For the first time in a while, an interest rate rise is looking likely, which would of course mean lenders would have to readjust their offering in order to maintain their margins. However, rather than increase their rates, it’s likely they would reconsider their fees, and the interest rate would have to rise significantly for it to have a real impact for borrowers.
Furthermore, whether a lender is privately or institutionally funded will also play a part in how they respond to an interest rate rise. Private investors in a lender will be making a yield of around 10%, so could afford to take a small hit while no other options are offering such high returns.
Privately funded vs. institutionally funded lenders
Perhaps it’s worthwhile to consider the pros and cons of both privately and institutionally funded lenders; where a privately funded lender could afford to be a bit more flexible with their criteria to accommodate more borrowers to improve margins, an institutionally funded lender is unable to do so as a result of their much stricter criteria.

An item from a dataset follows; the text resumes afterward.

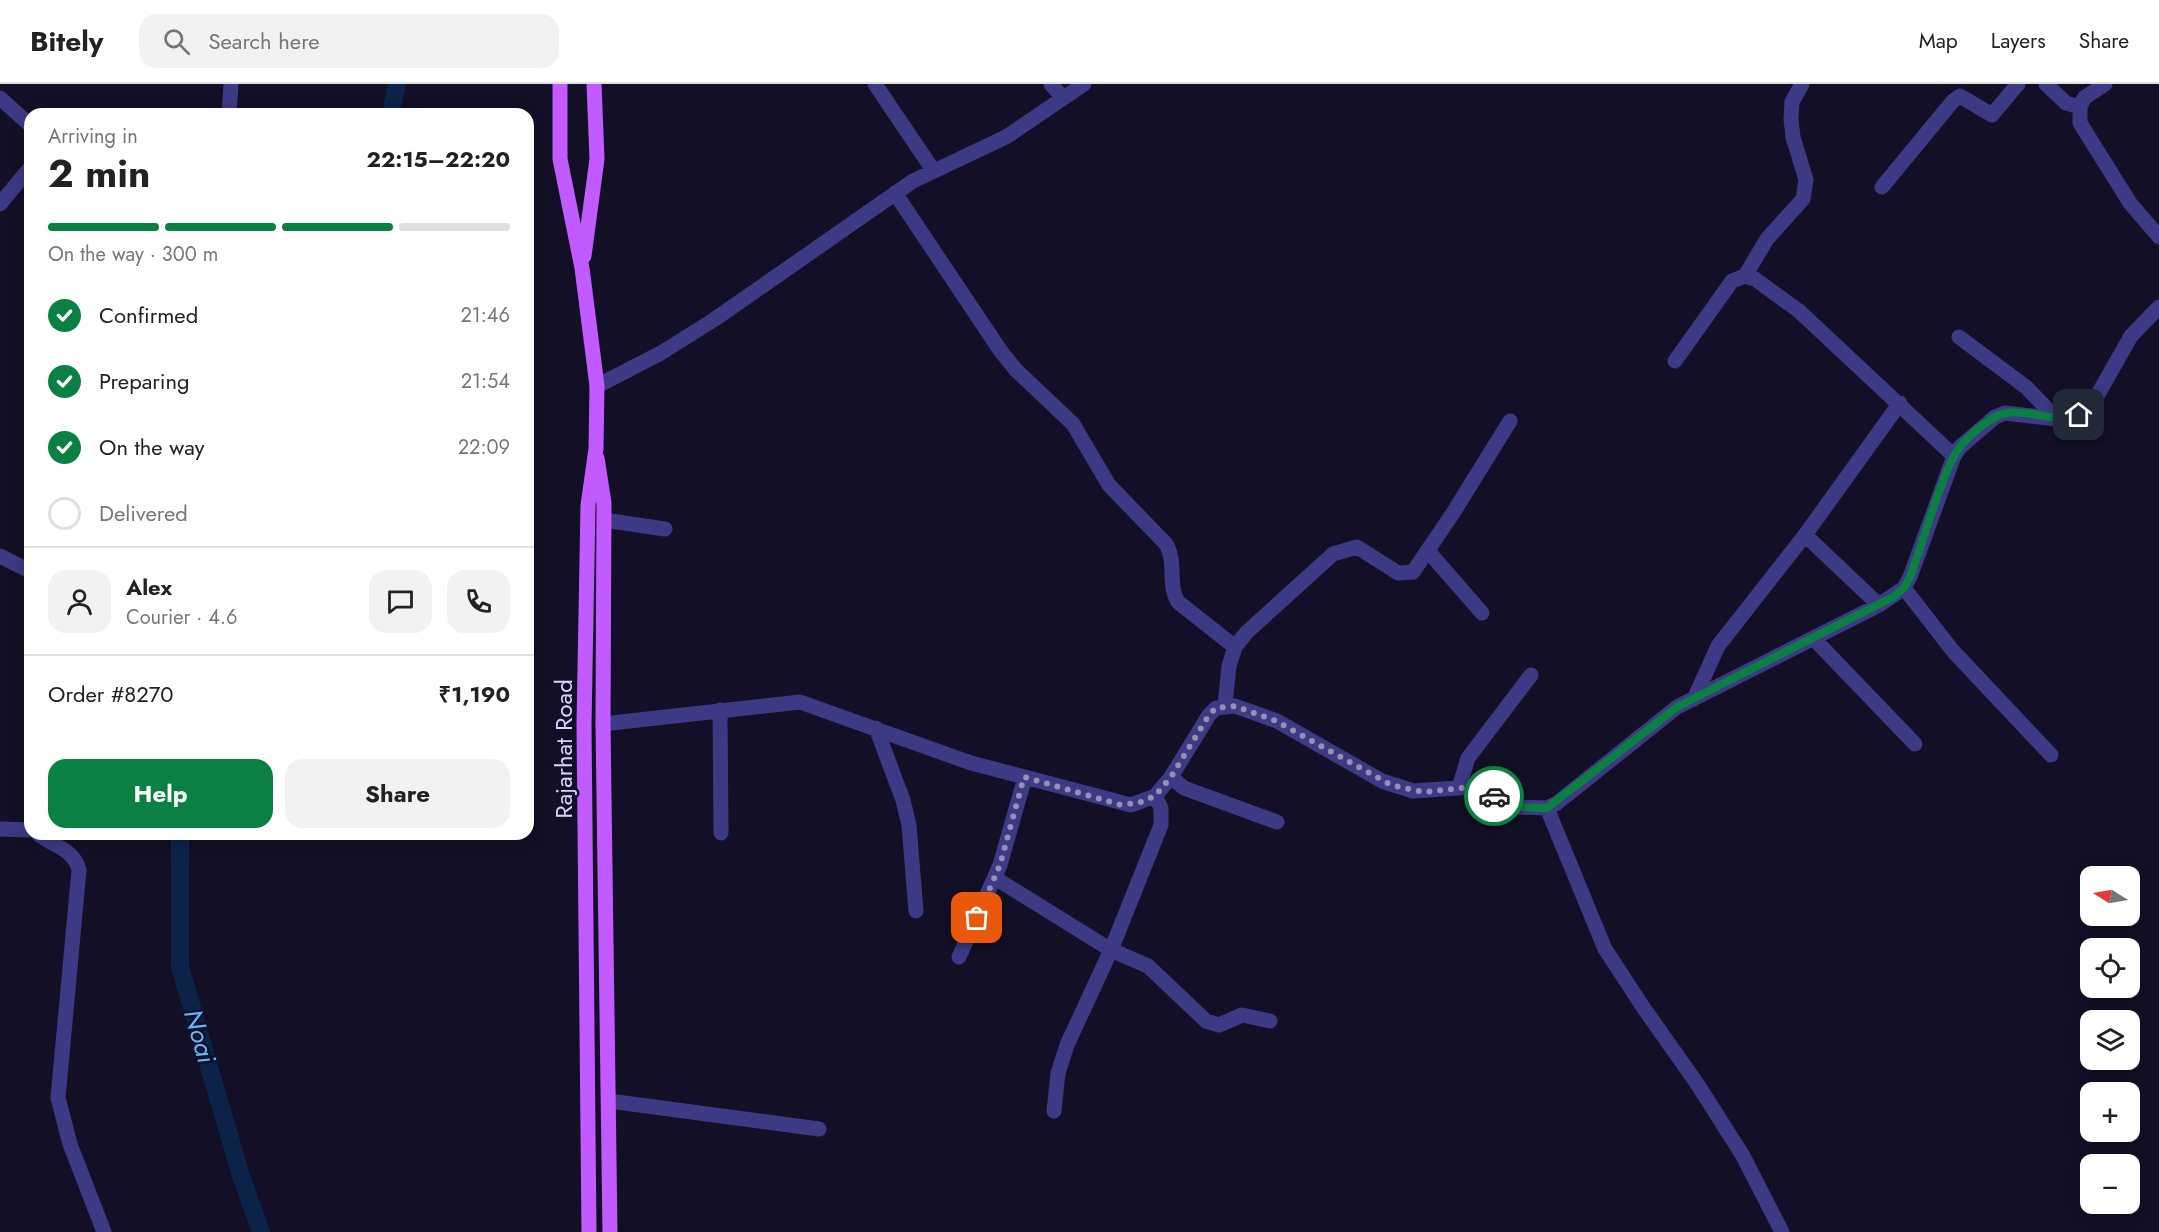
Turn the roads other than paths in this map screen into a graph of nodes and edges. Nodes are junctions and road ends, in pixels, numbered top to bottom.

Privately funded lenders are also able to make much quicker decisions, but they are at the mercy of their investors. Different investors have a different appetite for risk, so if a single investor was to pull their funds, their ability to lend to new customers is likely to be hindered.

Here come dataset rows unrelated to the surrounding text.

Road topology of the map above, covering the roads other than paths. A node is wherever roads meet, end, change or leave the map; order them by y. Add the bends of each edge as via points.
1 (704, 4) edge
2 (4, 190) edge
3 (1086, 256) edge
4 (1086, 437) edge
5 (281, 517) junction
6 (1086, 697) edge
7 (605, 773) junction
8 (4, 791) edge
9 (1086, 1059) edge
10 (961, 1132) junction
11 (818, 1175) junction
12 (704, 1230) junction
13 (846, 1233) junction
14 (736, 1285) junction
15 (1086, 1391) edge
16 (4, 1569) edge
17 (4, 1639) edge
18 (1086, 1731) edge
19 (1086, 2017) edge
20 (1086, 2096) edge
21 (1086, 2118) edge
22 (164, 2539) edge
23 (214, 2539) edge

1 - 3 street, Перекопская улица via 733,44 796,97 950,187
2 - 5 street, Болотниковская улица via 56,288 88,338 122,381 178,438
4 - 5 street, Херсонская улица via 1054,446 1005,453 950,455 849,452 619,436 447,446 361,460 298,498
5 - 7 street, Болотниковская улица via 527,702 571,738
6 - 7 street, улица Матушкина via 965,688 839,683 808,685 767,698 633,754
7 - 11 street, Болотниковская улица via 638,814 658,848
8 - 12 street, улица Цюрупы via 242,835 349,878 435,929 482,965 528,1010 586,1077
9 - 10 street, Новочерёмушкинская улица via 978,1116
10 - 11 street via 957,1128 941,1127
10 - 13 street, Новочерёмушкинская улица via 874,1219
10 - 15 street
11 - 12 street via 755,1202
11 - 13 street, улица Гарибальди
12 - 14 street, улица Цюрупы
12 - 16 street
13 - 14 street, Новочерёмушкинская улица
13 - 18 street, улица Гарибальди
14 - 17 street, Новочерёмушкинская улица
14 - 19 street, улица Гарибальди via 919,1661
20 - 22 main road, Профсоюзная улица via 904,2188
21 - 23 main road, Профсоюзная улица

This means institutionally funded lenders can be a more secure choice, despite the fact the process is slower and there tends to be extra due diligence. Having said that, a slower due diligence process also means it’s more secure, as is the funding available.

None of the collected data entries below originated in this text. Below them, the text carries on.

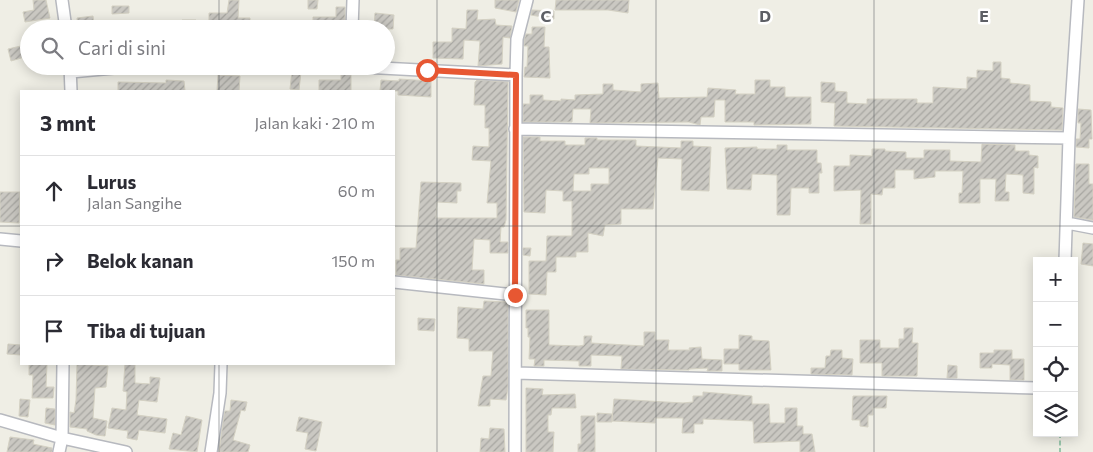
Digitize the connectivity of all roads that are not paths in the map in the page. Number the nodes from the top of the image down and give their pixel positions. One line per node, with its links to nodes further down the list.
1 (62, 0): 5 (street)
2 (353, 0): 6 (street)
3 (528, 0): 9 (street)
4 (1078, 0): 12 (street)
5 (65, 20)
6 (352, 20)
7 (395, 68): 9 (street)
8 (71, 75): 10 (street)
9 (516, 75): 11 (street)
10 (72, 90)
11 (515, 129): 12 (street); 19 (street)
12 (1069, 138): 13 (street)
13 (1067, 223): 14 (street); 17 (street)
14 (1093, 228)
15 (0, 239): 16 (street)
16 (20, 241)
17 (1065, 257)
18 (395, 282): 19 (street)
19 (515, 295): 22 (street)
20 (64, 365): 25 (street)
21 (221, 365): 28 (street)
22 (516, 374): 23 (street); 29 (street)
23 (1033, 388)
24 (0, 420): 25 (street)
25 (62, 438): 26 (street); 27 (street)
26 (59, 452)
27 (126, 452)
28 (211, 452)
29 (515, 452)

A further potential con of institutionally funded lenders is the fact that even if they started out with a niche offering and ethos, their criteria is almost certainly going to change depending on the institutions who fund them. So even if they start out with a flexible approach, they’re likely to end up with very stringent ‘tick box’ criteria.
Although high net worth investors usually require a more flexible approach to their cases, institutional lenders often have a lot more lending power. So, for loans of around £50million, for example, that would be the top end of a privately funded lender’s scale, but small for an institutionally backed one.
So, in essence, how a lender reacts to the possible interest rate rise depends on the lender itself and what it uses to fund its borrowers.